[Per-instance keypoint data]

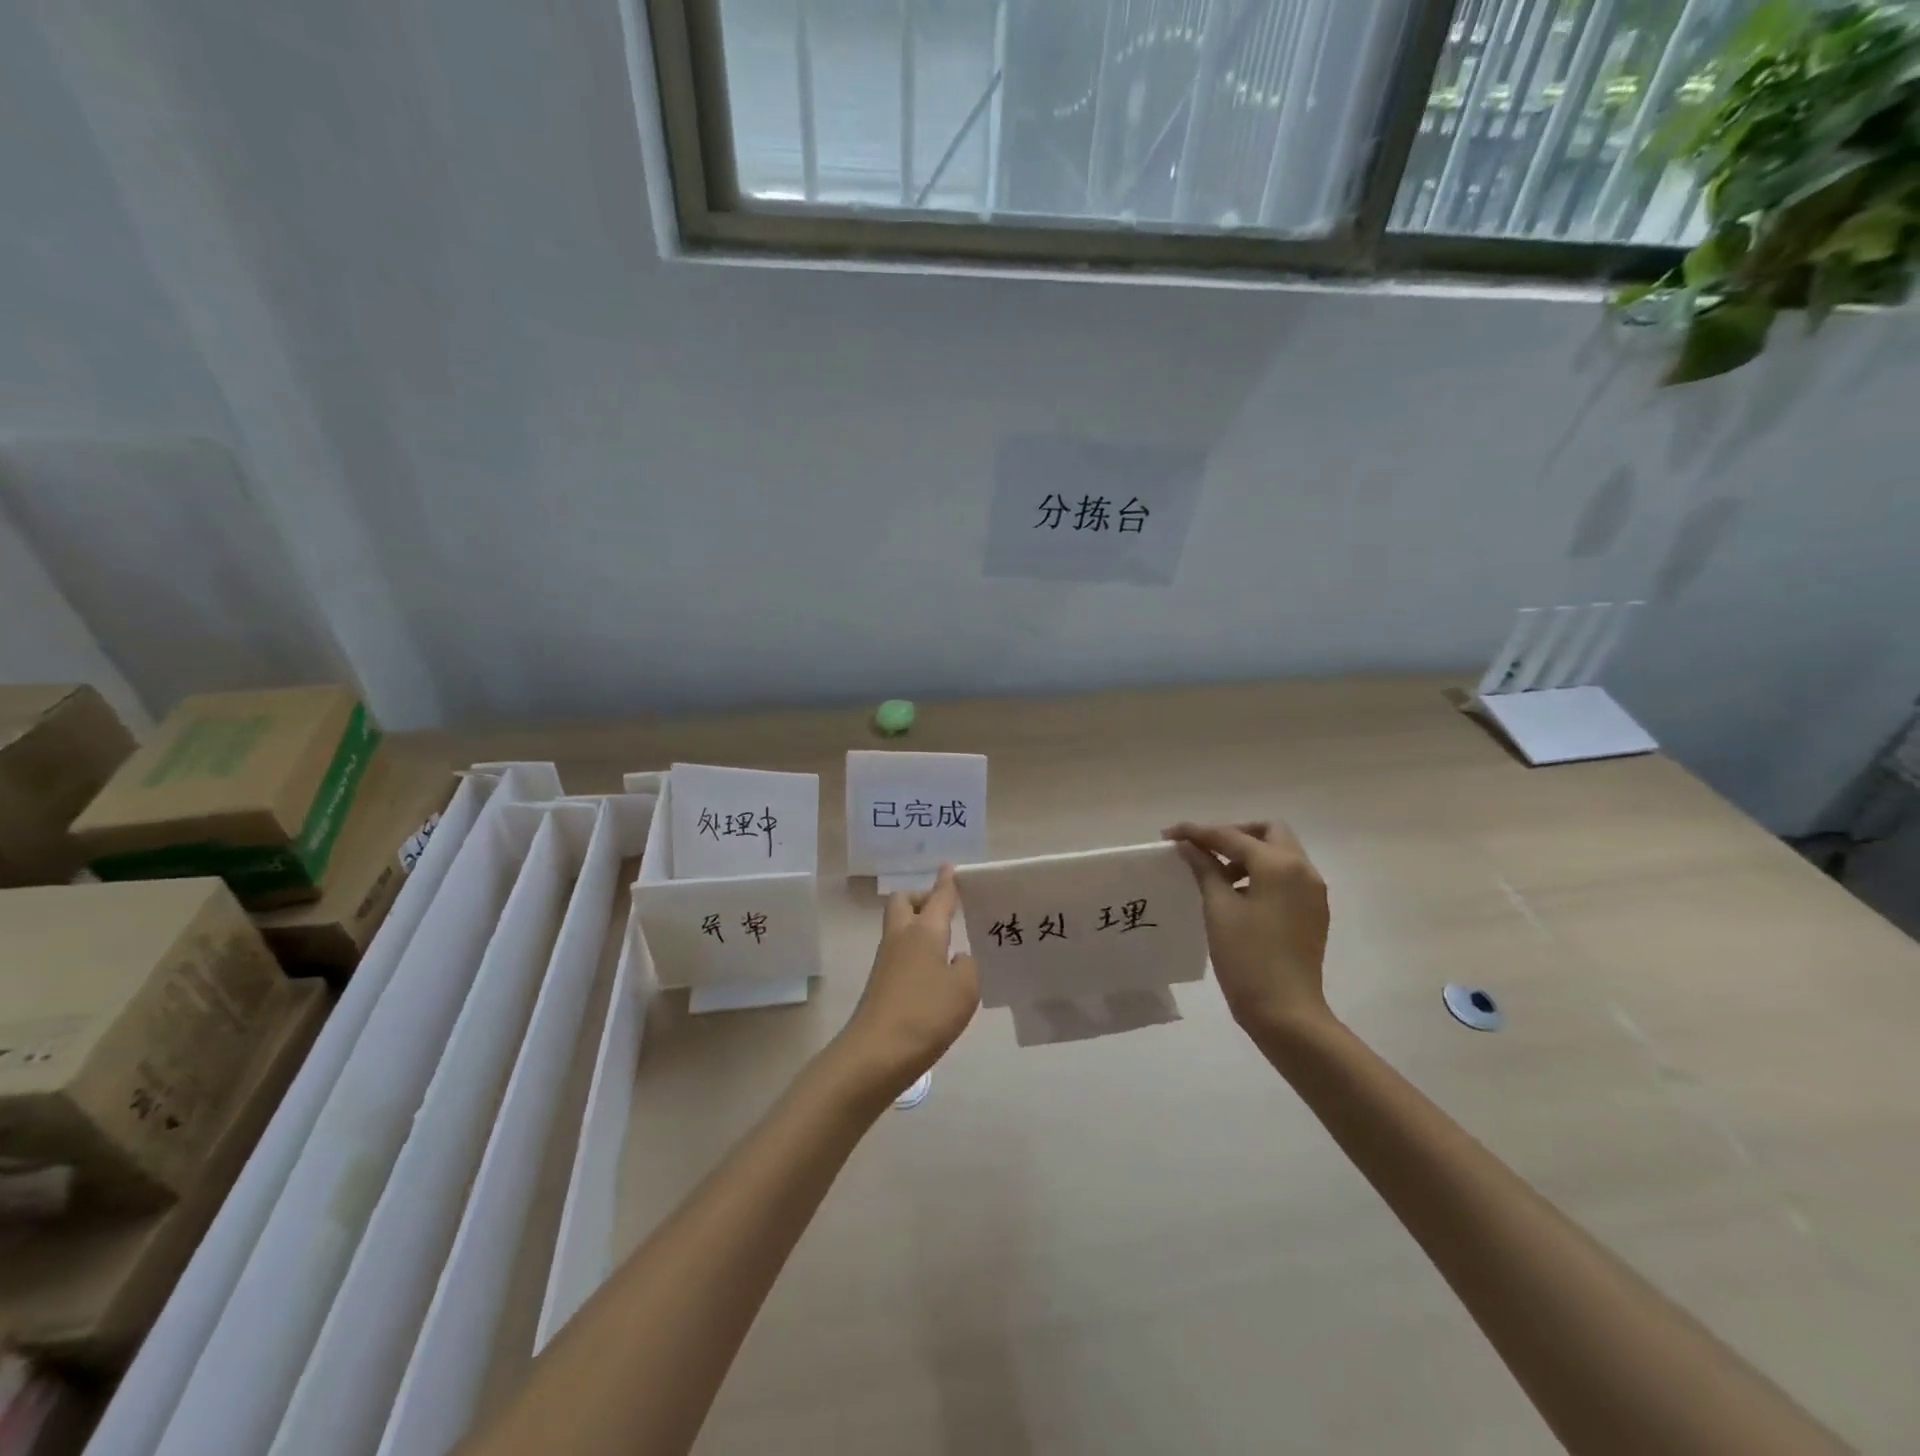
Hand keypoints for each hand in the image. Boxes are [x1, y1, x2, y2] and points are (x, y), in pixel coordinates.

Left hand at [836, 865, 979, 1096]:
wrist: (875, 1054)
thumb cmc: (925, 1014)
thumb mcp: (965, 989)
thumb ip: (969, 966)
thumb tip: (959, 957)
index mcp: (924, 930)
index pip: (938, 896)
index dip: (947, 882)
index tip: (951, 867)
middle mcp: (901, 937)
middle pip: (904, 902)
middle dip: (922, 899)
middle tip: (946, 912)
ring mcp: (886, 960)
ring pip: (900, 927)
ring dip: (919, 927)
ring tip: (949, 944)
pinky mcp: (881, 984)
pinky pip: (900, 952)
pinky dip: (917, 952)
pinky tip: (936, 975)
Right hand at [1163, 821, 1332, 1038]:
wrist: (1286, 1012)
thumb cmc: (1247, 958)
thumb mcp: (1219, 908)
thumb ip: (1204, 869)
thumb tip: (1187, 846)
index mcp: (1279, 865)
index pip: (1232, 836)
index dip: (1198, 833)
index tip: (1168, 834)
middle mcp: (1303, 870)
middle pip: (1268, 833)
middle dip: (1234, 834)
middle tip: (1204, 850)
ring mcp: (1312, 892)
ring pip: (1280, 854)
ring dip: (1248, 855)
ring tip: (1216, 875)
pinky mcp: (1313, 911)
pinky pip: (1286, 877)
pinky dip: (1262, 874)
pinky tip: (1238, 894)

### [Exercise directions]
Please transcribe exactly the line containing "middle tip: (1204, 850)" and every line after it to the end of the data, and no other lines.

### [Answer section]
middle tip: (1204, 850)
ring mcp: (1312, 892)
ring pip: (1280, 854)
ring dip: (1248, 855)
ring tip: (1216, 875)
pinky mcp: (1313, 911)
pinky pip: (1286, 877)
pinky dip: (1262, 874)
pinky tip: (1238, 894)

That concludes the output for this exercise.